GivePretty much every post on Mark’s Daily Apple takes up the question of how we can be happier, healthier and more productive in the modern world. We eat well, exercise effectively, play frequently, sleep deeply, socialize meaningfully, create freely, de-stress religiously and sun ourselves daily. They’re the tickets to a well-rounded and healthy life today, and they all not-so-coincidentally supported the survival of our ancestors. They’re the primal stuff of life – of what it means to be physically and cognitively human. I think we’d be remiss to not include in this list the also very human concept of giving.

By giving, let me say, I don’t necessarily mean money. Money by itself can help make a lot of useful and beneficial things happen – for an individual or for an organization that helps individuals in some essential way. What I’m talking about here is service – the time, energy and effort we give to help other people and causes. Of course, we become a positive force in the universe when we do so. We help out a neighbor, spare another forest acre, enhance a community’s hope and opportunity. We make a friend’s day. The evolutionary undercurrent here is mutual benefit. Sure, we’re helping others, but we’re also benefiting ourselves in ways we might not expect.

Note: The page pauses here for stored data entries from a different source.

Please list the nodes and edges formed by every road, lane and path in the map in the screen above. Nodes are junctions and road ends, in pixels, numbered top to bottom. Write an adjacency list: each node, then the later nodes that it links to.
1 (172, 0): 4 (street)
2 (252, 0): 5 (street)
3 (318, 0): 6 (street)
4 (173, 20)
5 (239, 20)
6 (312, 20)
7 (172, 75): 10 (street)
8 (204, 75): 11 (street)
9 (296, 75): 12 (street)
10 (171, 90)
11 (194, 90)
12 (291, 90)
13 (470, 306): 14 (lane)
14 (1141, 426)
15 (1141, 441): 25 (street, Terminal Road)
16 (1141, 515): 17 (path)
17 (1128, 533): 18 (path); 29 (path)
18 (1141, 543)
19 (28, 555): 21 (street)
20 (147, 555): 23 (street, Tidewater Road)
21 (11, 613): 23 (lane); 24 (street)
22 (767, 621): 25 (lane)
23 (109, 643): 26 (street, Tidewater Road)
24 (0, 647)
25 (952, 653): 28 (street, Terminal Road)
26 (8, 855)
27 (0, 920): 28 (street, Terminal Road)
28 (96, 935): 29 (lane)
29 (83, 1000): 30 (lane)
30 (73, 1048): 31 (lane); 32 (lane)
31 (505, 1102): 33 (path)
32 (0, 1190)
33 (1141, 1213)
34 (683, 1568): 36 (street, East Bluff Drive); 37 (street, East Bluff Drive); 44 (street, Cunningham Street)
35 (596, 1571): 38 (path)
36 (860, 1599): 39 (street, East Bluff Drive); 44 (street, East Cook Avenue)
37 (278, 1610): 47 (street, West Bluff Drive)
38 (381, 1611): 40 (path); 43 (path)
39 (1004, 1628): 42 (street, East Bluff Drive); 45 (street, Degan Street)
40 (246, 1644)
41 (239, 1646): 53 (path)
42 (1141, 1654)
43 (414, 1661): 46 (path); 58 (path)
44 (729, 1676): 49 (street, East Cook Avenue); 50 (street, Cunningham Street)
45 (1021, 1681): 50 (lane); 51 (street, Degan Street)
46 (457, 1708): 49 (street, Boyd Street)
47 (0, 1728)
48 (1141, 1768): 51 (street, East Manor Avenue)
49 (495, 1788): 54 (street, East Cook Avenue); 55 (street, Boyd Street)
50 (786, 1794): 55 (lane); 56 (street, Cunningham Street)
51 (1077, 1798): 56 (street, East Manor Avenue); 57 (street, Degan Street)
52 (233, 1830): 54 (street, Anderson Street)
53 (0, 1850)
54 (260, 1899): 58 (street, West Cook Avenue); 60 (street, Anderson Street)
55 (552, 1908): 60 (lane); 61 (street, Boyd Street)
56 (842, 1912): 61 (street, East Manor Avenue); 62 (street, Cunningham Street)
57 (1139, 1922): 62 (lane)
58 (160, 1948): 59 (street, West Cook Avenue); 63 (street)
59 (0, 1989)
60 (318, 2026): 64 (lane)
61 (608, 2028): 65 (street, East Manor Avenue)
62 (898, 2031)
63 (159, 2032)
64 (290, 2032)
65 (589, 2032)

Sure, we get that gratifying “helper’s high,” the blast of feel good hormones such as oxytocin. That’s just the tip of the iceberg, however. In an employee study (PDF) conducted by United Health Group, those who volunteered scored better on nine measures of emotional wellness that included “personal independence, capacity for rich interpersonal relationships and overall satisfaction with life.” Of those who volunteered, the majority said they felt less stress and nearly all reported that their service enhanced their “sense of purpose in life.”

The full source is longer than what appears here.